With continued housing growth in the bedroom community south of Windsor, as well as planned constructi­on of the Coco Group’s 450,000-square-foot big-box commercial developmen­t at that intersecti­on, traffic volume along Matchette Road will surely only grow.

Because of its importance as a traffic corridor and the “higher potential for more significan­t impacts” — should the political desire be to close Matchette — administra­tion advised that any environmen­tal assessment would have to be conducted under a much more stringent (and more expensive) Schedule C process.

The latter would have to gauge impact on adjacent roads and the eliminatio­n of access to existing developed lands and lands slated for future developmen­t. It would also mean input would be required from the adjacent town, Essex County, the provincial and federal government­s, municipal department­s and other agencies.
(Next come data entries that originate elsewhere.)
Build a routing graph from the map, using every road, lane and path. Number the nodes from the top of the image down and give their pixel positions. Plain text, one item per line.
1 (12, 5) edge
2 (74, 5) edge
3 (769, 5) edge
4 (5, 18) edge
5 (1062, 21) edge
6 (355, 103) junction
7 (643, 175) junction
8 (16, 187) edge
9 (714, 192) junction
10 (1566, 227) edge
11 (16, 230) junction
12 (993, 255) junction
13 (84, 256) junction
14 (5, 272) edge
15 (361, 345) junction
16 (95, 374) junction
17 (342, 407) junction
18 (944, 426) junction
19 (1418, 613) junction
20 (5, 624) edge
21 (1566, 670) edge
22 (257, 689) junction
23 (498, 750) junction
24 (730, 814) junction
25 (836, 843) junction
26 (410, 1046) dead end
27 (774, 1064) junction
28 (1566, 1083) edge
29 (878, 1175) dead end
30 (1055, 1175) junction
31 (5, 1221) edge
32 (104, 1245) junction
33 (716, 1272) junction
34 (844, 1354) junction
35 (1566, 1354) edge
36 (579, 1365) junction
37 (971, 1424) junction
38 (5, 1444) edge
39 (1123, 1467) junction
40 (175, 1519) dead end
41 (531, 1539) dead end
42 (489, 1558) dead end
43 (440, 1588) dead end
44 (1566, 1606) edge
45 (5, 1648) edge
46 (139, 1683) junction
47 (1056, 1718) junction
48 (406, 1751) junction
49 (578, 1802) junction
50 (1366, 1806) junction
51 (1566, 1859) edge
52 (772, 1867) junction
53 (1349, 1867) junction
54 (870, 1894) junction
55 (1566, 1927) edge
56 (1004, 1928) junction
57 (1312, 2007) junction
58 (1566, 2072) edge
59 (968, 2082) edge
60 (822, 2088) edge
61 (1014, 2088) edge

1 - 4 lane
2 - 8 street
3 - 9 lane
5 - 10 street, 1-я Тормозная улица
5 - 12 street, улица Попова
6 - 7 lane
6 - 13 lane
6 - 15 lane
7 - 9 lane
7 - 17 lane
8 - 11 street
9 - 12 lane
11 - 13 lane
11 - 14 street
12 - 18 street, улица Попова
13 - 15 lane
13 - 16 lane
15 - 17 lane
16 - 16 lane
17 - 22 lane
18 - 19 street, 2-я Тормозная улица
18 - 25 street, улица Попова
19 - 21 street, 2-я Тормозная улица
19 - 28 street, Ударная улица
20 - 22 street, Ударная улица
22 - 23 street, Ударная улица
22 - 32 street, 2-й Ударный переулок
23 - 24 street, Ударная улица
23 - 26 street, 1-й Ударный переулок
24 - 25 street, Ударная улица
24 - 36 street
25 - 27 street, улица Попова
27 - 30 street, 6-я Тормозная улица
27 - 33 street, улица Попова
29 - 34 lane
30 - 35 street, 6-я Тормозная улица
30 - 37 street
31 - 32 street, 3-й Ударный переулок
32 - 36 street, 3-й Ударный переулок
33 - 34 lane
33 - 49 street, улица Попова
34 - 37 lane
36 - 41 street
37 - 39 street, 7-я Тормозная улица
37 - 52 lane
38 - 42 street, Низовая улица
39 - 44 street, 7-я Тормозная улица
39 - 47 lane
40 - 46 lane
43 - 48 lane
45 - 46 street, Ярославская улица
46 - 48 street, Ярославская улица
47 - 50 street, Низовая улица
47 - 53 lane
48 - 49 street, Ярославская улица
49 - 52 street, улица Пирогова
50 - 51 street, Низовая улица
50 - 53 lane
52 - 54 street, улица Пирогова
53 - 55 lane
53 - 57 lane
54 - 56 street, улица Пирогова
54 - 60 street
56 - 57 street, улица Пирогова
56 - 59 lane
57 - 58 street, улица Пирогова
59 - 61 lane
Despite the current traffic volume, Matchette remains a rural cross section with gravel shoulders and open drainage ditches.

Eco-passages are miniature versions of wilderness corridors and refer to specially designed fencing and culverts aimed at reducing roadkill by providing small animals with a safe way to cross the road. The city should explore wildlife crossing alternativ­es that would not impede traffic flow. But leave Matchette to the motorists. And given the cost of up to a quarter-million dollars for a full-blown environmen­tal assessment ahead of any political decision on whether or not to close a piece of Matchette, couldn’t that taxpayer money be more wisely spent bridging or tunnelling along that stretch to assist crossing critters?